UN: Number of world's displaced over 50 million

Eritrean asylum seekers hang out on the sidewalk in Sanaa, Yemen, Friday, June 20, 2014. Since April 29, over 200 Eritrean asylum seekers including women and children living on the streets of Sanaa wait to be resettled to a third country. For the first time since the World War II era, the number of people forced from their homes worldwide has surged past 50 million, the United Nations refugee agency said Friday.
Eritrean asylum seekers hang out on the sidewalk in Sanaa, Yemen, Friday, June 20, 2014. Since April 29, over 200 Eritrean asylum seekers including women and children living on the streets of Sanaa wait to be resettled to a third country. For the first time since the World War II era, the number of people forced from their homes worldwide has surged past 50 million, the United Nations refugee agency said Friday.

BEIRUT — For the first time since the World War II era, the number of people forced from their homes worldwide has surged past 50 million, the United Nations refugee agency said Friday.

Syrians fleeing the bloodletting at home and a fast-growing web of other crises across the world accounted for the spike in the displaced, the UNHCR said in its annual Global Trends Report.

At the end of last year, 51.2 million people had been forced from their homes worldwide, the highest figure of displacement since World War II, said the UNHCR.

That's six million more people than at the end of the previous year, reflecting what the agency described as important undercurrents in international relations.
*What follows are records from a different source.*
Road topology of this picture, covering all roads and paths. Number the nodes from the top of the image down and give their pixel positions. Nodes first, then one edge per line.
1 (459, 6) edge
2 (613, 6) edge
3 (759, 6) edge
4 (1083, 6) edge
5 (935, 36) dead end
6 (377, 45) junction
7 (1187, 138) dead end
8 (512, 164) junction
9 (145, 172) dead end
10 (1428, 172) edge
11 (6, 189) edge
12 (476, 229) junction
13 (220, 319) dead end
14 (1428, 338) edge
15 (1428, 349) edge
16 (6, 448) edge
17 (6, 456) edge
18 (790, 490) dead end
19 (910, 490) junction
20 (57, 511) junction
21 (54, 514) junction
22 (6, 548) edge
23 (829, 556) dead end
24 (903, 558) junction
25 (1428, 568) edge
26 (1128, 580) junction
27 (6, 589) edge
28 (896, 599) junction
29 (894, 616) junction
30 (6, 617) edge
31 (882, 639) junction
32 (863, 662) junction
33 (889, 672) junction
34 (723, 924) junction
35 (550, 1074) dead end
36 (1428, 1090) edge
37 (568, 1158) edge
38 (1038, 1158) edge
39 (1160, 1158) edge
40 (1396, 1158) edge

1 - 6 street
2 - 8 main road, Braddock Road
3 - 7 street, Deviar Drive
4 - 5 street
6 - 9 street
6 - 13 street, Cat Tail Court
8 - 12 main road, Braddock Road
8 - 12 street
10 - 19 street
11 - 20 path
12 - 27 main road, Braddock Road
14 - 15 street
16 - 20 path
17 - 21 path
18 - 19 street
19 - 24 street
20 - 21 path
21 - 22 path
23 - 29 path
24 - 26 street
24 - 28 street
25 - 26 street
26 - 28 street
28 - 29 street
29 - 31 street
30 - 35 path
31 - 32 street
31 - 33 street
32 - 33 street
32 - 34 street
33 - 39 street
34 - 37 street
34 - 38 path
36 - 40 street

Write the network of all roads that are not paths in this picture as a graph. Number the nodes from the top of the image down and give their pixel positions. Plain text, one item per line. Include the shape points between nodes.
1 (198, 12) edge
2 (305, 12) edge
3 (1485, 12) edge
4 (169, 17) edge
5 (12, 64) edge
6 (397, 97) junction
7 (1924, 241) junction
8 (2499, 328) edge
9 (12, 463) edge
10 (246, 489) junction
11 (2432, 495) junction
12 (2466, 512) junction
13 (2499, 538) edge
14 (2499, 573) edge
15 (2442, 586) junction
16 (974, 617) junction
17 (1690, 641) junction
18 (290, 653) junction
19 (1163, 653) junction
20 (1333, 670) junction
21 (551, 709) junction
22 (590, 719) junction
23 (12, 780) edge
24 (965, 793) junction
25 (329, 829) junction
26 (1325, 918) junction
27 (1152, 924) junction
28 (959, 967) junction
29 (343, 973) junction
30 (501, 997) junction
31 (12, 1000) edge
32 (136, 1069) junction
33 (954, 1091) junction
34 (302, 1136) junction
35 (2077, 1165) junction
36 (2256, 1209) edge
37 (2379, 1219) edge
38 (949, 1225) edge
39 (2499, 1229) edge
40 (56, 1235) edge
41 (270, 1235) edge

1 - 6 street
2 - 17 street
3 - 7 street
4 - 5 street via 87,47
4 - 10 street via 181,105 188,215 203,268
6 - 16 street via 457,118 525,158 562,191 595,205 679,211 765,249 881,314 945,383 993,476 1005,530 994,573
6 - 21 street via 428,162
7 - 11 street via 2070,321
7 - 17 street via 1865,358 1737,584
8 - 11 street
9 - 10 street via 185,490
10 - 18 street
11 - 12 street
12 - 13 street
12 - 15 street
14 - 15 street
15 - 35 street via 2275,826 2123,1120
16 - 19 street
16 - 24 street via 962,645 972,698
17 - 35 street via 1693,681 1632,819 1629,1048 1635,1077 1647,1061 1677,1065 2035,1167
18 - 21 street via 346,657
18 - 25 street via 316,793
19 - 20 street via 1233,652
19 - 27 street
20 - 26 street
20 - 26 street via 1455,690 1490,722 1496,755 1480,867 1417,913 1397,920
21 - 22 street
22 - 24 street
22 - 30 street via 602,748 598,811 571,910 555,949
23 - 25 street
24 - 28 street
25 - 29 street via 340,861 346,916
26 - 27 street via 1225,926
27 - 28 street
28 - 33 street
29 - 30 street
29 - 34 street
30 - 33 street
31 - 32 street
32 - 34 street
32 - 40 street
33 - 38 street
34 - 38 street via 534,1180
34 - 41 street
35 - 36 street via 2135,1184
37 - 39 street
At the end of 2012, there were 45.2 million displaced in the world, according to the agency.

"The world has shown a limited capacity to prevent conflicts and to find a timely solution for them," said U.N. High Commissioner Antonio Gutteres.

"Today, we not only have an absence of a global governance system, but we have sort of an unclear sense of power in the world," Gutteres told reporters in the Lebanese capital of Beirut, where the global report was launched Friday.

The massive increase was mainly driven by Syria's civil war. By the end of last year, 2.5 million Syrians had become refugees in neighboring countries and more than 6.5 million had been displaced within Syria, the U.N. agency said.

The daunting numbers — which are straining the resources of host countries and aid organizations alike — also are a stark reflection of the ongoing conflicts and persecutions from other countries, including the Central African Republic and South Sudan.